Vous l’aurez peut-être remarqué, certains étrangers se plaisent après quelques mois de vie en Chine à partager leur expérience sous la forme de conférences. Pour ceux ayant passé plus d’un an dans ce nouveau monde, la conclusion de ce séjour se termine souvent par la publication d’un livre dès le retour, mais après plus de 5 ans passé en Chine, la chose la plus importante que j’ai apprise, c’est de se taire ! Eh oui, nous serons toujours que de simples observateurs de cette civilisation en perpétuel mouvement.

A ce propos, je remarque souvent que les étrangers les plus érudits du monde chinois sont en effet les plus modestes.
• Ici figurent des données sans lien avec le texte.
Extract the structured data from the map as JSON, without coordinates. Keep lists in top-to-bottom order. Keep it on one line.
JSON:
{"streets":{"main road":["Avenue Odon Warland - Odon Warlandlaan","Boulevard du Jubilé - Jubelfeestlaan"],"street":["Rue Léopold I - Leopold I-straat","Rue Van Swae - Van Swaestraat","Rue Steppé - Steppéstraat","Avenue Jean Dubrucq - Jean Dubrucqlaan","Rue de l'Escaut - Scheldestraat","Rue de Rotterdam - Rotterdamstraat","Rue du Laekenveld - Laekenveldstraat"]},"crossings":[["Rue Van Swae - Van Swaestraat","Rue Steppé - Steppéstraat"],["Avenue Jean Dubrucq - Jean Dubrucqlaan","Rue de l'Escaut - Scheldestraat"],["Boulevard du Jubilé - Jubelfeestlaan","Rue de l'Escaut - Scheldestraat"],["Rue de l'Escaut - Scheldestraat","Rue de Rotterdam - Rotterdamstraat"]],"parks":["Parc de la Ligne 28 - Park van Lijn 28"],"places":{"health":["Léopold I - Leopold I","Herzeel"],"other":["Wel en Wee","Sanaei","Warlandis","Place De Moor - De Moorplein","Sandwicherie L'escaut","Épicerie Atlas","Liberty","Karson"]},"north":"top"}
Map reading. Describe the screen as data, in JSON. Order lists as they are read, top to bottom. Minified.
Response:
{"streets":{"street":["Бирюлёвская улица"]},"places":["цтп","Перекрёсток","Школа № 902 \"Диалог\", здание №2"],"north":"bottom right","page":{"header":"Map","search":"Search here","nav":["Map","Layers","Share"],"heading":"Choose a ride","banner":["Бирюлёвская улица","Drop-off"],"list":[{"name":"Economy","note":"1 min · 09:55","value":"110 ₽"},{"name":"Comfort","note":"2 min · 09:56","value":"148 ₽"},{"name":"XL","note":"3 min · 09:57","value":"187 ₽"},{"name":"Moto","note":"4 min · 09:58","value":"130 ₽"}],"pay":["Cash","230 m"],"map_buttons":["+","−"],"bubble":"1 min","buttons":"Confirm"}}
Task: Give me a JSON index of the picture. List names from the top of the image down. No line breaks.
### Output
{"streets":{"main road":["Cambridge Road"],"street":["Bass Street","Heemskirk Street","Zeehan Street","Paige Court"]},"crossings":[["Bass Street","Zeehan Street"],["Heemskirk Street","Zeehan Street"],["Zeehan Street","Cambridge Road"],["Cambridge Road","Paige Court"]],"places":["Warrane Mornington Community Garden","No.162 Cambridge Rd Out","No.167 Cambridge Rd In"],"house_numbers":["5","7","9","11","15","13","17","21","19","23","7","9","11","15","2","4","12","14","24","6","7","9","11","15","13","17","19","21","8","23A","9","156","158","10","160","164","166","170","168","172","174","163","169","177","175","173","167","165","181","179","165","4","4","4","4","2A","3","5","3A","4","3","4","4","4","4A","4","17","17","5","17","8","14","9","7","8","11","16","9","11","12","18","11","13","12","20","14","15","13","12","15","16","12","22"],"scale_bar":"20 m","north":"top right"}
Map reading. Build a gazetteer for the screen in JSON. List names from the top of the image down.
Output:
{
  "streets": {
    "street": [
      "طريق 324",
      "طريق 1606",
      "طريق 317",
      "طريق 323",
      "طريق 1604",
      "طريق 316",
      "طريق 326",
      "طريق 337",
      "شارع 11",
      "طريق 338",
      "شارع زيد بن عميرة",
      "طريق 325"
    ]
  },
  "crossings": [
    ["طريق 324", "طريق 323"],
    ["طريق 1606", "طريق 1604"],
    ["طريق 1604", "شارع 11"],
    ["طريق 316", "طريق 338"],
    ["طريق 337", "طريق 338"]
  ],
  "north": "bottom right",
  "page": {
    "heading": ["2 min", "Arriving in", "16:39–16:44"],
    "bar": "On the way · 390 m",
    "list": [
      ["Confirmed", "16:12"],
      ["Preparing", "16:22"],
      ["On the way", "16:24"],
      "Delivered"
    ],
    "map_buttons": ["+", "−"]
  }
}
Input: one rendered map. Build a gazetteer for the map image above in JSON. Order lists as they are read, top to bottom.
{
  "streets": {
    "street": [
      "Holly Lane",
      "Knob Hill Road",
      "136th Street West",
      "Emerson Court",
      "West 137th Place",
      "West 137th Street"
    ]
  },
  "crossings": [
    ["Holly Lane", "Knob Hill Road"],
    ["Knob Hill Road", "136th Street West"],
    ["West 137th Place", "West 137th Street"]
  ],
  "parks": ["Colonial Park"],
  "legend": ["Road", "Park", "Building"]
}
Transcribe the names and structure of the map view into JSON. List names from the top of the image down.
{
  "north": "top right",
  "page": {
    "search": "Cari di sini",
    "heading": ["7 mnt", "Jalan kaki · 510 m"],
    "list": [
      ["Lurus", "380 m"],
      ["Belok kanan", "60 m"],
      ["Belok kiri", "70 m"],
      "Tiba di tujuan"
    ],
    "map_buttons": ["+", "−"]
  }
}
La Chine est une planète à part ! Un monde parallèle et mystérieux qui fascine. Ma plus grande réussite fut de comprendre que, si je souhaitais m’intégrer et réussir ma mission de premier représentant du World Economic Forum en Chine, je devais désapprendre ce qui m’avait été enseigné de ma culture européenne pour mieux réapprendre les nouvelles bases de cet écosystème chinois, afin d’espérer en maitriser certains contours.

A cet effet, c’est à Davos en 2009, lors d’une de mes premières discussions avec l’assistant personnel de l’ancien Premier Ministre (PM) chinois, Wen Jiabao, que je réalisais la profondeur de la civilisation chinoise. Nous discutions du moyen de transport à utiliser par son excellence entre Zurich et Davos et je compris vite que la délégation était favorable au train (2h30 de trajet) alors que je proposais la variante héliportée (30 minutes) afin de maximiser la présence dans la station grisonne du PM. Après moultes tentatives, l’assisant du « Premier » m’indiqua de manière très diplomatique que la culture chinoise avait plus de 3000 ans et que ce n’était pas 2h00 de trajet supplémentaire qui allait avoir des conséquences sur l’histoire de l’empire. Vu sous cet angle, tout est relatif !

C’est bien « sens dessus dessous » que l’on se sent en Chine (thème de ce blog). Une sensation incessante de ne pas pouvoir maîtriser ce monde, doublé d’une perte de repères incessantes, et parfois très incommodante.

Ce blog se veut donc être, en toute modestie, une série de témoignage en lien avec des faits présents associés à des analyses personnelles. Il se veut apolitique et, dans la mesure du possible, il permettra de compléter la très longue littérature déjà dédiée à ce pays si fascinant.